→ **Provided records**

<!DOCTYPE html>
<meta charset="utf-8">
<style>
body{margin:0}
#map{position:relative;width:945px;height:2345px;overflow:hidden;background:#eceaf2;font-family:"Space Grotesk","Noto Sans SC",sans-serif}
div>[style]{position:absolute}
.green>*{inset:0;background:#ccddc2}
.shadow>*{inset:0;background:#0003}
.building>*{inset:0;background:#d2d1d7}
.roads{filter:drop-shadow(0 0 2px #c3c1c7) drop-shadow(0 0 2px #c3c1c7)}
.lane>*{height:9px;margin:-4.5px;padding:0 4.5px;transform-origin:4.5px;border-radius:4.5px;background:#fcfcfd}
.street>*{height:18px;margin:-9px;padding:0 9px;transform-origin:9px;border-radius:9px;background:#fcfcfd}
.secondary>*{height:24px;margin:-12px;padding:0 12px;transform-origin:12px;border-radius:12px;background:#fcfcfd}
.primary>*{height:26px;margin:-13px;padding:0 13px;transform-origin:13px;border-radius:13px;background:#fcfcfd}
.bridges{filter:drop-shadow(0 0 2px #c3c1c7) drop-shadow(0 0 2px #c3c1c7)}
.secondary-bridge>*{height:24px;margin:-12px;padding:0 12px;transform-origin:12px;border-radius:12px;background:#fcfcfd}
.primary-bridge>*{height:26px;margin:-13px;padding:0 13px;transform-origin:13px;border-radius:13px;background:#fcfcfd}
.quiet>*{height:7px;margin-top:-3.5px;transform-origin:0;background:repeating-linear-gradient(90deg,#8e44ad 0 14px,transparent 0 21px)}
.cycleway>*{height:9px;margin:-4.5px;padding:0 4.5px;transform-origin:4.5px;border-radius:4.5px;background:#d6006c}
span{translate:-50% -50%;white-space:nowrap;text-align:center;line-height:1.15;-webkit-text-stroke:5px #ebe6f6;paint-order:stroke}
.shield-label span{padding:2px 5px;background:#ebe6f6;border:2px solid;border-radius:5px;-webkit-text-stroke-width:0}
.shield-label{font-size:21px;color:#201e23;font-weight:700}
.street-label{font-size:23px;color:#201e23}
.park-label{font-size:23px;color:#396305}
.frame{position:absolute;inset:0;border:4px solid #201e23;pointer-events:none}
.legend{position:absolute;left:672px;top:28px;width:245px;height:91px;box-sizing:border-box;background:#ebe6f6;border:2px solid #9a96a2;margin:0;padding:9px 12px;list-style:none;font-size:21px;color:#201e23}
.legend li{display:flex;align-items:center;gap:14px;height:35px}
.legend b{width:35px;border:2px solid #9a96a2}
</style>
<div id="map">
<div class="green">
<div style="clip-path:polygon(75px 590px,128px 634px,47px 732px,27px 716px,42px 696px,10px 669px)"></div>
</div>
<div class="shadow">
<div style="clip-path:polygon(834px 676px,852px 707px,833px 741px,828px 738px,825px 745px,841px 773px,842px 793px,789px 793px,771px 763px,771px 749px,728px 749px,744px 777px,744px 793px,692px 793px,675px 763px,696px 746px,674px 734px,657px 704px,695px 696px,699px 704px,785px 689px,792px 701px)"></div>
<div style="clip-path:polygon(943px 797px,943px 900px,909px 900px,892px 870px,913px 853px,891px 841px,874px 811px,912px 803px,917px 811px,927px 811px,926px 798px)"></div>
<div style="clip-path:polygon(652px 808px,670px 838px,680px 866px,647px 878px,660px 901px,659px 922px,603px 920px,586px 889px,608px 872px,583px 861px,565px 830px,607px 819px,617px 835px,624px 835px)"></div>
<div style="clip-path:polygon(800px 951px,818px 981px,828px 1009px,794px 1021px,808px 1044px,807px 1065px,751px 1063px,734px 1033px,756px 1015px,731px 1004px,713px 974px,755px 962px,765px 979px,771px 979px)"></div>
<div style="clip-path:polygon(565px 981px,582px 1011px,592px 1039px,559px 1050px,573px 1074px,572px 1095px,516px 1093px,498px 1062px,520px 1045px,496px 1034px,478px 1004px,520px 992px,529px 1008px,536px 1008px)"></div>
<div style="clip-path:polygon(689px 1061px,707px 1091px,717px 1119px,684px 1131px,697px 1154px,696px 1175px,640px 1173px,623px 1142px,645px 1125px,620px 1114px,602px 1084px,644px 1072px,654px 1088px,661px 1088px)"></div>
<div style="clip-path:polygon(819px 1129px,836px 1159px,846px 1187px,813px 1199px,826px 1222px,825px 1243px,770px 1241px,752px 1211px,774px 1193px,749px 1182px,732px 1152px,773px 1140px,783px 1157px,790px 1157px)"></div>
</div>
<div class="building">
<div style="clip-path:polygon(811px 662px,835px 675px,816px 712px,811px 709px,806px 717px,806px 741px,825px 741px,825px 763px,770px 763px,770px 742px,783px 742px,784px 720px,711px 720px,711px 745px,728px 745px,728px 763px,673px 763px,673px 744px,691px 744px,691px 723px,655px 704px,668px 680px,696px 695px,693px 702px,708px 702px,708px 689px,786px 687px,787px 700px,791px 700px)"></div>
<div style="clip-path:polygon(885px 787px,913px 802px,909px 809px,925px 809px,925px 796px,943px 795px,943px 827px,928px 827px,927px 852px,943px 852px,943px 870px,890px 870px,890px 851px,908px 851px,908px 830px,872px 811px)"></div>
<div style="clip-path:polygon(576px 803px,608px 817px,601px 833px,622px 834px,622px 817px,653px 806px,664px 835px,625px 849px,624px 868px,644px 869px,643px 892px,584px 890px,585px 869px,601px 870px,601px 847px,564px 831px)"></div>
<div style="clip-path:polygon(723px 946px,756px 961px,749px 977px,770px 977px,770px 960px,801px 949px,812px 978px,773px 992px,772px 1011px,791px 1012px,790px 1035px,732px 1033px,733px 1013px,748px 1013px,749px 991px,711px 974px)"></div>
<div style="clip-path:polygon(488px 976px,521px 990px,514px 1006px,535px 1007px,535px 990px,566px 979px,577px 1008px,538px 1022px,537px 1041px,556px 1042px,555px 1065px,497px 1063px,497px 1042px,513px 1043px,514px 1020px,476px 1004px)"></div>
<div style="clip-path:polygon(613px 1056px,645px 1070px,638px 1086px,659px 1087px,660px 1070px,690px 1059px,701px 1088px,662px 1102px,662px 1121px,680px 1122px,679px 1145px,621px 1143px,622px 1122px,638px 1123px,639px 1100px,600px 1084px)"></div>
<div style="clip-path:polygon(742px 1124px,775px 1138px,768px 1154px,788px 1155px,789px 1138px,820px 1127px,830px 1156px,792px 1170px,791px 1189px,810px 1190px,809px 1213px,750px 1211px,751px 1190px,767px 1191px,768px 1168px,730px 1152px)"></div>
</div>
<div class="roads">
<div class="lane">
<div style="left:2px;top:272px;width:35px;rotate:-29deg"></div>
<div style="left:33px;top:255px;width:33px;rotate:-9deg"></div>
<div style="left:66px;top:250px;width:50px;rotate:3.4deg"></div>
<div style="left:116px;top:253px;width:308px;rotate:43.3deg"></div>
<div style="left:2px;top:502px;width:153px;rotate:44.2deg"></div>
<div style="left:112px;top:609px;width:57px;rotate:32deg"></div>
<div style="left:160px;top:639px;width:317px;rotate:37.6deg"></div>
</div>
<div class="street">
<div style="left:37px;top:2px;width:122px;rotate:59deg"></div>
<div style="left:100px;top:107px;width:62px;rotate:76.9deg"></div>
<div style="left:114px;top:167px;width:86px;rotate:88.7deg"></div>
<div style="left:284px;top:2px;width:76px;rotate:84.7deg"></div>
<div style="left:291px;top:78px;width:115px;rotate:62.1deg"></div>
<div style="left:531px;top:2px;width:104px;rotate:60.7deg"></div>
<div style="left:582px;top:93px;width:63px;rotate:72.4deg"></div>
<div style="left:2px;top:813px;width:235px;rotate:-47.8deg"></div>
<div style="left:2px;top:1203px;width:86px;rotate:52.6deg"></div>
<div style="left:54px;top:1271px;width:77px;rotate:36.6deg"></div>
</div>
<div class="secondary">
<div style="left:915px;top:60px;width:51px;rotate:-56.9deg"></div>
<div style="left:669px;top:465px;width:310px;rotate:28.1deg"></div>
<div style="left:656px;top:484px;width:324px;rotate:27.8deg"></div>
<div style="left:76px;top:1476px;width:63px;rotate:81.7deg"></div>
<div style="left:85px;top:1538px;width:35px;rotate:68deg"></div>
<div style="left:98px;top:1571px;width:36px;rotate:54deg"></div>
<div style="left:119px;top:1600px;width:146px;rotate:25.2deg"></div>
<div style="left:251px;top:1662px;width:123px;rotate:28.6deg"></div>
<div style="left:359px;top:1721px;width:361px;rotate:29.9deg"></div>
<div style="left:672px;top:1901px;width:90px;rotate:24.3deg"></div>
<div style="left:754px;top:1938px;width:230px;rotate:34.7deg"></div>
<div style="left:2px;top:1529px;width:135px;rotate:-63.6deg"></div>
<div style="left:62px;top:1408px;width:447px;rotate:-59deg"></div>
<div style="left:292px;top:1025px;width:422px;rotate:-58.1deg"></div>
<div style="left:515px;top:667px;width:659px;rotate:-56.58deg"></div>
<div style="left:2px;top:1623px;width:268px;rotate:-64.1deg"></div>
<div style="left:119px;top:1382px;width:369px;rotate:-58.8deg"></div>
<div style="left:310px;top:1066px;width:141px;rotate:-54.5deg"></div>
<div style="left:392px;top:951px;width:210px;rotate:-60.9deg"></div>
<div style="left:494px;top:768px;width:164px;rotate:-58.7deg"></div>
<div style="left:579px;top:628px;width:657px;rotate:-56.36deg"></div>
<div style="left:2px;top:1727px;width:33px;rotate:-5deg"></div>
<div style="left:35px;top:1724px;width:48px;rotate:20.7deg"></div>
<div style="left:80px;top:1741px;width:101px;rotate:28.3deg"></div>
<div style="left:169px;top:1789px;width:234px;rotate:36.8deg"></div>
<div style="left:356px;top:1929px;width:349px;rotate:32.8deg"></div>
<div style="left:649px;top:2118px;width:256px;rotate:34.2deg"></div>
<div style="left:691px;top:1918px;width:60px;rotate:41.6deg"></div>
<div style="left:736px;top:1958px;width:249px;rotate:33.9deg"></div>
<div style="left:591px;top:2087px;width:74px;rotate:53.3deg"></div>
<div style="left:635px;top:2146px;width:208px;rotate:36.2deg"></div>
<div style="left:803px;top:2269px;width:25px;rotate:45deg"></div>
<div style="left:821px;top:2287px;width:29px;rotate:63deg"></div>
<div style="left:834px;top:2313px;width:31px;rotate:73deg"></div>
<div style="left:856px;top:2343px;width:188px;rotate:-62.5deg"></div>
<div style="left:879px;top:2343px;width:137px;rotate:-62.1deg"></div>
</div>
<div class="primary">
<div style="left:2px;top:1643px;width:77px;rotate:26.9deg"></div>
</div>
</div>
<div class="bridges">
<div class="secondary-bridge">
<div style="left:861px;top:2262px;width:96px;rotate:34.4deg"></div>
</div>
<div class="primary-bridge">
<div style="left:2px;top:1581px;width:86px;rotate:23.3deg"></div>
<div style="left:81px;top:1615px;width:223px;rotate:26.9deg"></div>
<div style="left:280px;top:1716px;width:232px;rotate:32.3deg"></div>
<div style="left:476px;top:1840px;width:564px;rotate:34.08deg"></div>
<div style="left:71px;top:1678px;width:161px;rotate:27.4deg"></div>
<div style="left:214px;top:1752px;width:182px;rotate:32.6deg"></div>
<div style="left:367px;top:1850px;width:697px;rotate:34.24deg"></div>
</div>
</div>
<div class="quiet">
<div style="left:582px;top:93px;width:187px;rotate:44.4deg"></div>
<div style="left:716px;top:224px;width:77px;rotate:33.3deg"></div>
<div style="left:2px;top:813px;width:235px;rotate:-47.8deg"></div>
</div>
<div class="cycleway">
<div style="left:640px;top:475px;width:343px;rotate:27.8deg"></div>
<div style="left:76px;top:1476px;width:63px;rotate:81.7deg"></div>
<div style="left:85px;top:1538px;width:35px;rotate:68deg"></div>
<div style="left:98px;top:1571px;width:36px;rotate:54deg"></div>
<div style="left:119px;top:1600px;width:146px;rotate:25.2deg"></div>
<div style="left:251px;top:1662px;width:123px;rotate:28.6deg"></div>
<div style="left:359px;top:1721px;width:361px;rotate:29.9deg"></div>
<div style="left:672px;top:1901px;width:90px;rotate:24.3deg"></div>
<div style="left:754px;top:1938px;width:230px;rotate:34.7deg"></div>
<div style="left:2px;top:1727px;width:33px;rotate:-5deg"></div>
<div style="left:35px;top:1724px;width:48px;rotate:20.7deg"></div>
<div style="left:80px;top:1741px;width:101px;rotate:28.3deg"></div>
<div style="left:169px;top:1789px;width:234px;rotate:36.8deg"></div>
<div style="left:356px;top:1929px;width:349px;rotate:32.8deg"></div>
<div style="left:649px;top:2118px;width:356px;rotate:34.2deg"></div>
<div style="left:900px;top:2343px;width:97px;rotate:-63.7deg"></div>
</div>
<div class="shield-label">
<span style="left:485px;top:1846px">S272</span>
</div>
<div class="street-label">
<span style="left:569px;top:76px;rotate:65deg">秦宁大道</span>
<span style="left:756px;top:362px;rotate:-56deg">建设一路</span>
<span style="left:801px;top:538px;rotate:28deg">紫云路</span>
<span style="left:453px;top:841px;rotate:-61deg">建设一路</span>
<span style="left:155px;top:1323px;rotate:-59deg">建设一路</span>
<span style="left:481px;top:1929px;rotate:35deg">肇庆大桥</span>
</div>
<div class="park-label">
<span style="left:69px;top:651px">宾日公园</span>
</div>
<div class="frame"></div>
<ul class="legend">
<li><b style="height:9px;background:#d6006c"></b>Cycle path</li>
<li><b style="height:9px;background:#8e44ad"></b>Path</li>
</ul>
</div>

→ **Requirement**
Starting at the line above that holds "981px,582px 1011px,592px 1039px,559px" and ending at the line that holds "787px,913px 802px,909px 809px,925px", transcribe each line exactly and include no other lines.

→ **Problem solution**
<div style="clip-path:polygon(565px 981px,582px 1011px,592px 1039px,559px 1050px,573px 1074px,572px 1095px,516px 1093px,498px 1062px,520px 1045px,496px 1034px,478px 1004px,520px 992px,529px 1008px,536px 1008px)"></div>
<div style="clip-path:polygon(689px 1061px,707px 1091px,717px 1119px,684px 1131px,697px 1154px,696px 1175px,640px 1173px,623px 1142px,645px 1125px,620px 1114px,602px 1084px,644px 1072px,654px 1088px,661px 1088px)"></div>
<div style="clip-path:polygon(819px 1129px,836px 1159px,846px 1187px,813px 1199px,826px 1222px,825px 1243px,770px 1241px,752px 1211px,774px 1193px,749px 1182px,732px 1152px,773px 1140px,783px 1157px,790px 1157px)"></div>
</div>
<div class="building">
<div style="clip-path:polygon(811px 662px,835px 675px,816px 712px,811px 709px,806px 717px,806px 741px,825px 741px,825px 763px,770px 763px,770px 742px,783px 742px,784px 720px,711px 720px,711px 745px,728px 745px,728px 763px,673px 763px,673px 744px,691px 744px,691px 723px,655px 704px,668px 680px,696px 695px,693px 702px,708px 702px,708px 689px,786px 687px,787px 700px,791px 700px)"></div>
<div style="clip-path:polygon(885px 787px,913px 802px,909px 809px,925px 809px,925px 796px,943px 795px,943px 827px,928px 827px,927px 852px,943px 852px,943px 870px,890px 870px,890px 851px,908px 851px,908px 830px,872px 811px)"></div>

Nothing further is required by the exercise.